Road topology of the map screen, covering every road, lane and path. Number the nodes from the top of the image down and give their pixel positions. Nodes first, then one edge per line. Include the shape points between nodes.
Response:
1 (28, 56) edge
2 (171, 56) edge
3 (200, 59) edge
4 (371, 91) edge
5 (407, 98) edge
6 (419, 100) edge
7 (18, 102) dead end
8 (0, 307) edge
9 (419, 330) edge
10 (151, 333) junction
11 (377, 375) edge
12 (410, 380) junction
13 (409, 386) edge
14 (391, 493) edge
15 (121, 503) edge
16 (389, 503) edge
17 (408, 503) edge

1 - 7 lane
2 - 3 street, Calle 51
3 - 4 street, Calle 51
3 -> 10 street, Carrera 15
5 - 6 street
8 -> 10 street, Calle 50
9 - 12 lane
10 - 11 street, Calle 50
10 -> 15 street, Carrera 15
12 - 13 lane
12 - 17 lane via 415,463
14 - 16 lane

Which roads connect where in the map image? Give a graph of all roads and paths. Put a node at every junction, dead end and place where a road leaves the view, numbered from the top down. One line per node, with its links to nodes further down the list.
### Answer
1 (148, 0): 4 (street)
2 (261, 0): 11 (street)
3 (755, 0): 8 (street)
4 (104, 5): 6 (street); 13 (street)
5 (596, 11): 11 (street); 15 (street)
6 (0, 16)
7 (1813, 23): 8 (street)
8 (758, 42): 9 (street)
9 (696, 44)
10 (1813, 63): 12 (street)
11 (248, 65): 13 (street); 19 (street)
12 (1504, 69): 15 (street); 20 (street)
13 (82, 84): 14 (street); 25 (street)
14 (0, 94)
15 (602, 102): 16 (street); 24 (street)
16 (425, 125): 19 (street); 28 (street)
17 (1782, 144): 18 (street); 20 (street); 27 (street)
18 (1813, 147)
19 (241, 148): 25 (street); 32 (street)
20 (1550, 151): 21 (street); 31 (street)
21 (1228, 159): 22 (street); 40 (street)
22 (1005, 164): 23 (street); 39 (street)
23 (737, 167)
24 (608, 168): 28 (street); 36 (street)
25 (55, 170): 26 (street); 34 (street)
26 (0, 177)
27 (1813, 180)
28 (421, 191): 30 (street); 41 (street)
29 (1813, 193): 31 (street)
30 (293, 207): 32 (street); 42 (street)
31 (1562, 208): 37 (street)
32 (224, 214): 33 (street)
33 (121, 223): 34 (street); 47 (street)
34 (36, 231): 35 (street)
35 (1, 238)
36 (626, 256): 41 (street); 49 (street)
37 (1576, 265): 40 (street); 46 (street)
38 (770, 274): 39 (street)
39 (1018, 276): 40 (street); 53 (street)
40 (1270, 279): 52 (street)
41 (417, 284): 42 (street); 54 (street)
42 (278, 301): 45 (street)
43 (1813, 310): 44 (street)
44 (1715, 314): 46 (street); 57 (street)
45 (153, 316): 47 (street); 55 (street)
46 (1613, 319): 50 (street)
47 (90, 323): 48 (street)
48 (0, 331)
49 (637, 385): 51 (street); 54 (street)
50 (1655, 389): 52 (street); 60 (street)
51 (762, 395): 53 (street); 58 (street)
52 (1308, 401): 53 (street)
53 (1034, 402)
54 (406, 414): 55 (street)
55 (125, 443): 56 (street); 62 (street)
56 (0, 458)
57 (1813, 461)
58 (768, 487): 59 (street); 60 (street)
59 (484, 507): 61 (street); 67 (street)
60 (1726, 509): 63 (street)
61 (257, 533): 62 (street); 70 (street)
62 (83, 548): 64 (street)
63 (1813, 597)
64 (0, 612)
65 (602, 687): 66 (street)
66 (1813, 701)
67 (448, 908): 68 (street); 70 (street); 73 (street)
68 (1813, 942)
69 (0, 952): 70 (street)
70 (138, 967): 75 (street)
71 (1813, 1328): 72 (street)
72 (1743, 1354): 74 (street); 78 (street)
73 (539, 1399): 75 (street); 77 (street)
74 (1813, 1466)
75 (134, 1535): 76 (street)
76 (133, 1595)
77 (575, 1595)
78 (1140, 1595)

==================================================

Each line of the material above is to be retyped verbatim.

ANSWER FOR THIS EXERCISE ▸
Road topology of the map screen, covering every road, lane and path. Number the nodes from the top of the image down and give their pixel positions. Nodes first, then one edge per line. Include the shape points between nodes.
Response:
1 (28, 56) edge
2 (171, 56) edge
3 (200, 59) edge
4 (371, 91) edge
5 (407, 98) edge
6 (419, 100) edge
7 (18, 102) dead end
8 (0, 307) edge
9 (419, 330) edge
10 (151, 333) junction
11 (377, 375) edge
12 (410, 380) junction
13 (409, 386) edge
14 (391, 493) edge
15 (121, 503) edge
16 (389, 503) edge
17 (408, 503) edge

1 - 7 lane
2 - 3 street, Calle 51
3 - 4 street, Calle 51
3 -> 10 street, Carrera 15
5 - 6 street
8 -> 10 street, Calle 50
9 - 12 lane
10 - 11 street, Calle 50
10 -> 15 street, Carrera 15
12 - 13 lane
12 - 17 lane via 415,463
14 - 16 lane

Which roads connect where in the map image? Give a graph of all roads and paths. Put a node at every junction, dead end and place where a road leaves the view, numbered from the top down. One line per node, with its links to nodes further down the list.
### Answer
1 (148, 0): 4 (street)
2 (261, 0): 11 (street)
3 (755, 0): 8 (street)
4 (104, 5): 6 (street); 13 (street)
5 (596, 11): 11 (street); 15 (street)
6 (0, 16)
7 (1813, 23): 8 (street)
8 (758, 42): 9 (street)
9 (696, 44)
10 (1813, 63): 12 (street)
11 (248, 65): 13 (street); 19 (street)
12 (1504, 69): 15 (street); 20 (street)
13 (82, 84): 14 (street); 25 (street)
14 (0, 94)
15 (602, 102): 16 (street); 24 (street)
16 (425, 125): 19 (street); 28 (street)
17 (1782, 144): 18 (street); 20 (street); 27 (street)
18 (1813, 147)
19 (241, 148): 25 (street); 32 (street)
20 (1550, 151): 21 (street); 31 (street)
21 (1228, 159): 22 (street); 40 (street)
22 (1005, 164): 23 (street); 39 (street)
23 (737, 167)
24 (608, 168): 28 (street); 36 (street)
25 (55, 170): 26 (street); 34 (street)
26 (0, 177)
27 (1813, 180)
28 (421, 191): 30 (street); 41 (street)
29 (1813, 193): 31 (street)
30 (293, 207): 32 (street); 42 (street)
31 (1562, 208): 37 (street)
32 (224, 214): 33 (street)
33 (121, 223): 34 (street); 47 (street)
34 (36, 231): 35 (street)
35 (1, 238)
36 (626, 256): 41 (street); 49 (street)
37 (1576, 265): 40 (street); 46 (street)
38 (770, 274): 39 (street)
39 (1018, 276): 40 (street); 53 (street)
40 (1270, 279): 52 (street)
41 (417, 284): 42 (street); 54 (street)
42 (278, 301): 45 (street)
43 (1813, 310): 44 (street)
44 (1715, 314): 46 (street); 57 (street)
45 (153, 316): 47 (street); 55 (street)
46 (1613, 319): 50 (street)
47 (90, 323): 48 (street)
48 (0, 331)
49 (637, 385): 51 (street); 54 (street)
50 (1655, 389): 52 (street); 60 (street)
51 (762, 395): 53 (street); 58 (street)
52 (1308, 401): 53 (street)
53 (1034, 402)
54 (406, 414): 55 (street)
55 (125, 443): 56 (street); 62 (street)
56 (0, 458)
57 (1813, 461)
58 (768, 487): 59 (street); 60 (street)
59 (484, 507): 61 (street); 67 (street)
60 (1726, 509): 63 (street)
61 (257, 533): 62 (street); 70 (street)
62 (83, 548): 64 (street)
63 (1813, 597)
64 (0, 612)
65 (602, 687): 66 (street)
66 (1813, 701)
67 (448, 908): 68 (street); 70 (street); 73 (street)
68 (1813, 942)
69 (0, 952): 70 (street)
70 (138, 967): 75 (street)
71 (1813, 1328): 72 (street)
72 (1743, 1354): 74 (street); 78 (street)
73 (539, 1399): 75 (street); 77 (street)
74 (1813, 1466)
75 (134, 1535): 76 (street)
76 (133, 1595)
77 (575, 1595)
78 (1140, 1595)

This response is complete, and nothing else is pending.